→ **What you will do**
Please repeat only the stretch of records running from the first line through the line that contains "middle tip: (991, 1056)".

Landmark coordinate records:
--

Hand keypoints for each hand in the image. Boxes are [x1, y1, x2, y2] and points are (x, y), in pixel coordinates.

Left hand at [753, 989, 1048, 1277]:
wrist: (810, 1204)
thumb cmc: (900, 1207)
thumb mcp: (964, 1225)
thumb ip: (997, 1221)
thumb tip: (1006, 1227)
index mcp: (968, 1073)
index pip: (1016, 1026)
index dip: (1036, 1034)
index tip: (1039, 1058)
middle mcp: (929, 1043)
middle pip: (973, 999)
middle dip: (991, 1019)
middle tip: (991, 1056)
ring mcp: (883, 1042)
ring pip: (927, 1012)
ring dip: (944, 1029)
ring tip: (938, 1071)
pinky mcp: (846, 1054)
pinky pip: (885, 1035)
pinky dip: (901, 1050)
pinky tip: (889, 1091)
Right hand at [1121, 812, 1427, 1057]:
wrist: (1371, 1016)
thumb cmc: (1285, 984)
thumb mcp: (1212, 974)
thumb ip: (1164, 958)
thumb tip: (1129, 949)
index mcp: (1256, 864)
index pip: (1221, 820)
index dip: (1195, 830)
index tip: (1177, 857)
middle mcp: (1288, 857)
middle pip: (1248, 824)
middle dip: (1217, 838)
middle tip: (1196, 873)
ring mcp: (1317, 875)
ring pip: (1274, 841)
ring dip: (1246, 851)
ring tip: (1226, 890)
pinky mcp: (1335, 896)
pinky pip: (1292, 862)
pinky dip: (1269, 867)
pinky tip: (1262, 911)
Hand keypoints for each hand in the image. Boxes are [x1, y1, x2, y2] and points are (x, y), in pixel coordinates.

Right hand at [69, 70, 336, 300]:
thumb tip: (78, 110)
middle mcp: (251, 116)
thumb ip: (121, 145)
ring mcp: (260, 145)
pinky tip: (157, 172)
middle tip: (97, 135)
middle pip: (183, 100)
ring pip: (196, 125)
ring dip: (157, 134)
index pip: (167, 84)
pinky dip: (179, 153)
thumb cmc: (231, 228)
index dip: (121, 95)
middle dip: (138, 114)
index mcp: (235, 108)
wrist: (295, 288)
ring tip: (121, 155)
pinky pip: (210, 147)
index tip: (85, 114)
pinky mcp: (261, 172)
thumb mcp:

--

→ **Solved exercise**
Hand keypoints for each hand in the image. Boxes are [x1, y1, x2, y2] and points are (x, y), in pixel coordinates.

Left hand at [753, 989, 1048, 1277]:
wrist: (810, 1204)
thumb cmc: (900, 1207)
thumb mcp: (964, 1225)
thumb ip: (997, 1221)
thumb tip: (1006, 1227)
index mcp: (968, 1073)
index pip: (1016, 1026)
index dip: (1036, 1034)
index tip: (1039, 1058)
middle mcp: (929, 1043)
middle pip: (973, 999)
middle dip: (991, 1019)
middle tip: (991, 1056)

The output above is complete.